**Raw data:**
====================
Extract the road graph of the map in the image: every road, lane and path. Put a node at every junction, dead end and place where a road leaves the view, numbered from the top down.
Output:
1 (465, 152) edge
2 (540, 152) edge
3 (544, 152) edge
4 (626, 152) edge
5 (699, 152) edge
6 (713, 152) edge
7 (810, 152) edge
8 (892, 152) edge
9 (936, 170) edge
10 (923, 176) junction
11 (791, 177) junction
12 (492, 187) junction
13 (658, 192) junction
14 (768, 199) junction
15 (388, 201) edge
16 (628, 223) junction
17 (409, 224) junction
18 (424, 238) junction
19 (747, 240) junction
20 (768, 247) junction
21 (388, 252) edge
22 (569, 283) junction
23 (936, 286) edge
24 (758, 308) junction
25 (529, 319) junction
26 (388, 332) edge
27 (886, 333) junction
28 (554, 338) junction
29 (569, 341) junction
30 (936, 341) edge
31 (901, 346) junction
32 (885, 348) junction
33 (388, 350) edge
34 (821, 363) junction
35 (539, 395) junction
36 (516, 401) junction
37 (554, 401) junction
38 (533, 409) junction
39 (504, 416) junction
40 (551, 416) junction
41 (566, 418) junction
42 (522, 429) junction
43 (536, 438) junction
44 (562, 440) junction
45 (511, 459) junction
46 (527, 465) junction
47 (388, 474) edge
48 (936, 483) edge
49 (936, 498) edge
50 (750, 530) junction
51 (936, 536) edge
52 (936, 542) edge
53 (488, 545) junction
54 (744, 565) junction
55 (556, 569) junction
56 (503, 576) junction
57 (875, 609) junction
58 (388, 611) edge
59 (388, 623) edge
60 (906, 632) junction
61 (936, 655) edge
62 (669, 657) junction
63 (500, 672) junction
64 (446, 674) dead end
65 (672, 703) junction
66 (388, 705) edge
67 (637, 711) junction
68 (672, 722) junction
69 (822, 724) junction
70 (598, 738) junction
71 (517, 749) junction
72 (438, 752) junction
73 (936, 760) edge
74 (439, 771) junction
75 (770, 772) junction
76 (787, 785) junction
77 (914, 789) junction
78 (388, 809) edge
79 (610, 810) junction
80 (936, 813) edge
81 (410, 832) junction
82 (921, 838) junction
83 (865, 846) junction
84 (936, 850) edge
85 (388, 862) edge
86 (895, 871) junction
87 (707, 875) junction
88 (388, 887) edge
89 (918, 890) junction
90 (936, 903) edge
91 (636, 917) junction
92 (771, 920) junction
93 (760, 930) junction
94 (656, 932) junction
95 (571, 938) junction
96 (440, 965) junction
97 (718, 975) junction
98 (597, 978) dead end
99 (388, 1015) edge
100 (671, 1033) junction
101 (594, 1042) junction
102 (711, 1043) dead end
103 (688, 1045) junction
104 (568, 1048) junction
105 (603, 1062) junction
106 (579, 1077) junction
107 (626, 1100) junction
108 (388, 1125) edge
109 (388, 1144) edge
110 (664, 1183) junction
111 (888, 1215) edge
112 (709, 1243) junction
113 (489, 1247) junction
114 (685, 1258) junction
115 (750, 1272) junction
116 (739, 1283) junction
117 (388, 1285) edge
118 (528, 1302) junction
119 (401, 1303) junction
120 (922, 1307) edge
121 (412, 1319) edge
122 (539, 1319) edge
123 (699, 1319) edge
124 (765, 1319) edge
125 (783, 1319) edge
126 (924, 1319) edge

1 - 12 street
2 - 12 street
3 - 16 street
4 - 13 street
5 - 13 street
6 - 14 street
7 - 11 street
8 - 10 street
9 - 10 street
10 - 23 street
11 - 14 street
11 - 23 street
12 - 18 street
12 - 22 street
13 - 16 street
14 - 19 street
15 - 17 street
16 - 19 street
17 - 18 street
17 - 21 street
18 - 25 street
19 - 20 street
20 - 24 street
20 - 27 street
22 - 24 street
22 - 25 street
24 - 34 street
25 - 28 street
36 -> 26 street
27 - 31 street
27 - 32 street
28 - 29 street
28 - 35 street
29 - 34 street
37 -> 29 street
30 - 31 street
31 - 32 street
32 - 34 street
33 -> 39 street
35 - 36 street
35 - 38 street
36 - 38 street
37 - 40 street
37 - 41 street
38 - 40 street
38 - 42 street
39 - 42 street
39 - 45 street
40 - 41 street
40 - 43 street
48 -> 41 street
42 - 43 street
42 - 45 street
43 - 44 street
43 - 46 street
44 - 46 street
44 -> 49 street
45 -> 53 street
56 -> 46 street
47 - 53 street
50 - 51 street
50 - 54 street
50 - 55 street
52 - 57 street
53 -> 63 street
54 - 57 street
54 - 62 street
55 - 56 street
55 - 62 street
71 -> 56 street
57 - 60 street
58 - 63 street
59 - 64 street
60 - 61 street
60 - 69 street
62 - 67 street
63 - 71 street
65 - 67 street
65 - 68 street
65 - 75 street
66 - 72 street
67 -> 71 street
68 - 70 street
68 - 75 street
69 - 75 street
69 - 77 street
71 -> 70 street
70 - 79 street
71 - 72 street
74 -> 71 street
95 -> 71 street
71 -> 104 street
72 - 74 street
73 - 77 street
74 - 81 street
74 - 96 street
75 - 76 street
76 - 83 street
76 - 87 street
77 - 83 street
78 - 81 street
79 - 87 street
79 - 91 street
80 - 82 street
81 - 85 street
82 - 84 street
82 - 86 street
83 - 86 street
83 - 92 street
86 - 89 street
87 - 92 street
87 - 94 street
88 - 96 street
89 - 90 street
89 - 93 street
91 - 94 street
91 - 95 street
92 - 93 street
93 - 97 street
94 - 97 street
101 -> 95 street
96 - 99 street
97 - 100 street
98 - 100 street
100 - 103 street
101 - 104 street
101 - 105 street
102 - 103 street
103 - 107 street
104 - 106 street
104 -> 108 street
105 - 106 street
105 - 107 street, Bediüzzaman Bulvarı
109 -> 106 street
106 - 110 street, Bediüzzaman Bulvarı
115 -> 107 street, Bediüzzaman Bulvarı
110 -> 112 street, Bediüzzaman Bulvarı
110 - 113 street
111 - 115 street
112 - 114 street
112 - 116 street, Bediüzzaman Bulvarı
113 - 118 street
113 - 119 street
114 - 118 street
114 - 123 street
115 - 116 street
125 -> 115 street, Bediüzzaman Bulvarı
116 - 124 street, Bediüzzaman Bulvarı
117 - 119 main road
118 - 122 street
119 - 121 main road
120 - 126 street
====================
**Task description:** Show every line above where "Bediüzzaman" is found.

**Answer for this exercise:**
105 - 107 street, Bediüzzaman Bulvarı
106 - 110 street, Bediüzzaman Bulvarı
115 -> 107 street, Bediüzzaman Bulvarı
110 -> 112 street, Bediüzzaman Bulvarı
112 - 116 street, Bediüzzaman Bulvarı
125 -> 115 street, Bediüzzaman Bulvarı
116 - 124 street, Bediüzzaman Bulvarı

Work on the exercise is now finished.